'''
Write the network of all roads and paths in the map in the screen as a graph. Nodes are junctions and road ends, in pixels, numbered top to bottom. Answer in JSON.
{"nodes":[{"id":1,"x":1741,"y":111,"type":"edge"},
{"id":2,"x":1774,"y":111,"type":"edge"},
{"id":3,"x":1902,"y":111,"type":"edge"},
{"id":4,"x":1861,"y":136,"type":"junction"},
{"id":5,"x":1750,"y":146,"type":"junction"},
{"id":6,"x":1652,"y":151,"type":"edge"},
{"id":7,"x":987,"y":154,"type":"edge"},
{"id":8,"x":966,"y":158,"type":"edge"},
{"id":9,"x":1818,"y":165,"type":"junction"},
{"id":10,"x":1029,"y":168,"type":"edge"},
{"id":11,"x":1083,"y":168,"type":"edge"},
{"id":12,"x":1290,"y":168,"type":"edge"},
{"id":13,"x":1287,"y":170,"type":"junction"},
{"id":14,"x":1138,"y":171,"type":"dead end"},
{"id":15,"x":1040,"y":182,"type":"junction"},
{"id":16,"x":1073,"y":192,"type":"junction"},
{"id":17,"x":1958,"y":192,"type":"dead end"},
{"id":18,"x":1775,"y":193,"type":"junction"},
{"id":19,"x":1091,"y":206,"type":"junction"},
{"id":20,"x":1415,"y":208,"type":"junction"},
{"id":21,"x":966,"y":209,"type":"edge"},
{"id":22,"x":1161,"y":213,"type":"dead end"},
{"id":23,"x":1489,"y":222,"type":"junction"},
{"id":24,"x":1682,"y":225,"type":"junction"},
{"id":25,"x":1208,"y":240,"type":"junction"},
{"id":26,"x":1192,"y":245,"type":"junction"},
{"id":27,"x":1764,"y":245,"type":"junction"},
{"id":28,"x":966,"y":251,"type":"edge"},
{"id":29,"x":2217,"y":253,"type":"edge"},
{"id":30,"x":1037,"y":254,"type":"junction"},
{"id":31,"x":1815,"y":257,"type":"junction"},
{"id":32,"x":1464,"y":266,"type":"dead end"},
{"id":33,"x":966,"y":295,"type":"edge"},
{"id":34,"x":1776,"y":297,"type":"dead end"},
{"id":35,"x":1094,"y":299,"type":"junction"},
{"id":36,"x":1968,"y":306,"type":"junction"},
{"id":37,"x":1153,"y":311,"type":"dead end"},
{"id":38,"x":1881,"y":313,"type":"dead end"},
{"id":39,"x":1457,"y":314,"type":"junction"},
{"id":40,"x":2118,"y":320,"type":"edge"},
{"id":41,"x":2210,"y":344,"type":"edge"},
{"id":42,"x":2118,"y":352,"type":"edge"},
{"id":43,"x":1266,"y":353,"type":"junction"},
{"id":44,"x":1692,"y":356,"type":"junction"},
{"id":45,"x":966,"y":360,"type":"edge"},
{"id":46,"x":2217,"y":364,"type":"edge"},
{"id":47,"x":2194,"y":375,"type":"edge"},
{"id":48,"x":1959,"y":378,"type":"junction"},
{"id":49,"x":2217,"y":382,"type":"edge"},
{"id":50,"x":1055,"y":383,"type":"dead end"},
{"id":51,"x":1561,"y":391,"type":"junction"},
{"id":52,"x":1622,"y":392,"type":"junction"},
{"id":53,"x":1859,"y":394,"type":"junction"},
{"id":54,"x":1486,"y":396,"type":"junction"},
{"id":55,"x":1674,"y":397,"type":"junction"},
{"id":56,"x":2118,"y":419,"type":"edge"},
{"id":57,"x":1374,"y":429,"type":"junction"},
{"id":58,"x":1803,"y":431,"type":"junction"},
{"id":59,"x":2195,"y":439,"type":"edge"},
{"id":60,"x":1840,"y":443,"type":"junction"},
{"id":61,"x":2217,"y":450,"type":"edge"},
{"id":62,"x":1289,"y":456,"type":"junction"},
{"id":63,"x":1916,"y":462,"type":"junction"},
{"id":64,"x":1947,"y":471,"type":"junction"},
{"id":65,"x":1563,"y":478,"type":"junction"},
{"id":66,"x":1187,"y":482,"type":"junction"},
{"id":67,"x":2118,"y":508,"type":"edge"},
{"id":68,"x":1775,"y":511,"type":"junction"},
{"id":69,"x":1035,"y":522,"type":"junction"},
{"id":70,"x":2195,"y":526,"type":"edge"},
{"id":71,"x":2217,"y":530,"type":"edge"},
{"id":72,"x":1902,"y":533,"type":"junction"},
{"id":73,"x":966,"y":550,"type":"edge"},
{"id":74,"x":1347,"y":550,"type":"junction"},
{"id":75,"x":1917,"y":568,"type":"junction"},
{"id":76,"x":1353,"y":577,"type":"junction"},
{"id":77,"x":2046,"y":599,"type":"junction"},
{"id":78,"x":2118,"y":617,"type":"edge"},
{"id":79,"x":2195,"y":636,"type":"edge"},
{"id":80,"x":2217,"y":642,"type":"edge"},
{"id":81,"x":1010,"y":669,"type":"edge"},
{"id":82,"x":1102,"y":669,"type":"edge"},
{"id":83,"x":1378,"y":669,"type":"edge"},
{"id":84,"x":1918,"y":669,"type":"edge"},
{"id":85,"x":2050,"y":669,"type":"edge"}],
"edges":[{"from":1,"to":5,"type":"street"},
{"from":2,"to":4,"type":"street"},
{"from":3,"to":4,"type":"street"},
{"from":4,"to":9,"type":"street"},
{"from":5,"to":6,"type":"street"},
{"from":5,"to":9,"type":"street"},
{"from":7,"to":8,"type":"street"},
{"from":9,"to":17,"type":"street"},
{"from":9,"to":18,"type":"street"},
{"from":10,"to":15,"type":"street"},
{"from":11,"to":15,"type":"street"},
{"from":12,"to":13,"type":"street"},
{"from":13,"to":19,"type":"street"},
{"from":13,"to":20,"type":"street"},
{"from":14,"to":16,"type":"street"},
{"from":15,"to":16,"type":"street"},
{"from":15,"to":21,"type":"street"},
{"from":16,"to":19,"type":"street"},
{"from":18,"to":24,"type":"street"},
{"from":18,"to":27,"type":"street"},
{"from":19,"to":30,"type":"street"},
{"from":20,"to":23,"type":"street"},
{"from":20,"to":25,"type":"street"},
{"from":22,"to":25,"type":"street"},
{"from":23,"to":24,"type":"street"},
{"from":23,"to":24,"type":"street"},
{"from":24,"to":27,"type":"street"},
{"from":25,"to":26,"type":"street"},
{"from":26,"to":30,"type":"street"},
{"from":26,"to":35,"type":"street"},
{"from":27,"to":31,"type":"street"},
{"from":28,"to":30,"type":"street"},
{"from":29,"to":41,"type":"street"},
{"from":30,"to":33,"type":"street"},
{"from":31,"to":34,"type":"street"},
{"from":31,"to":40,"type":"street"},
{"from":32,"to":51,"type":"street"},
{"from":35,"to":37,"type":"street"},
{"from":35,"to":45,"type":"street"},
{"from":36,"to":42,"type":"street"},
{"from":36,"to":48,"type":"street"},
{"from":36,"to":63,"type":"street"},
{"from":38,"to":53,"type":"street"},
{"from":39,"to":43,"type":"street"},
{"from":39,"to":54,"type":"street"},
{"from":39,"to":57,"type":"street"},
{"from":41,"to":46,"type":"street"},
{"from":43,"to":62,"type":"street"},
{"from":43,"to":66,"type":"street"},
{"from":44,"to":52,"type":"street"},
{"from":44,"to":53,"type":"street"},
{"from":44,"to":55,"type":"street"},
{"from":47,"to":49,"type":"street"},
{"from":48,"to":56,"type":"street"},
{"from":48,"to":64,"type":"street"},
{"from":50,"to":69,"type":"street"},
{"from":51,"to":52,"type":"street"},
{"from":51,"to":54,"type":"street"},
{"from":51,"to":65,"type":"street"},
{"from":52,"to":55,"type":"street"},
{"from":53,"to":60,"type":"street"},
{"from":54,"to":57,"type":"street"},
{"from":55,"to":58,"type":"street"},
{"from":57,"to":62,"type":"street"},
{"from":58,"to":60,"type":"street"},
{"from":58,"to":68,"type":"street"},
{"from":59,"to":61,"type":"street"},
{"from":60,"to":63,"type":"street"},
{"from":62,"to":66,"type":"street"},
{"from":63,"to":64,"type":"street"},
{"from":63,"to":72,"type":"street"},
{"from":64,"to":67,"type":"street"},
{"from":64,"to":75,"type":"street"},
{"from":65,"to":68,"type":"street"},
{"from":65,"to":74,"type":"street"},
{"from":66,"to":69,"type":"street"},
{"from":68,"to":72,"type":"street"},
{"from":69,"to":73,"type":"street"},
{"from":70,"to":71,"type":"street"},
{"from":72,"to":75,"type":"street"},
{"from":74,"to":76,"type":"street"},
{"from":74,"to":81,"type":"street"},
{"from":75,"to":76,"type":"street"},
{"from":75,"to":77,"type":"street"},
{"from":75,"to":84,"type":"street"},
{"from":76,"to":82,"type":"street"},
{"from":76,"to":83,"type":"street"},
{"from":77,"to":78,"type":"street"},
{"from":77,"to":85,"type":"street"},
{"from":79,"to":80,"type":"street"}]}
'''
- **WHAT THIS TASK INVOLVES**
Respond with only the number of lines in the records that include the word "dead".

- **ANSWER BOX**
8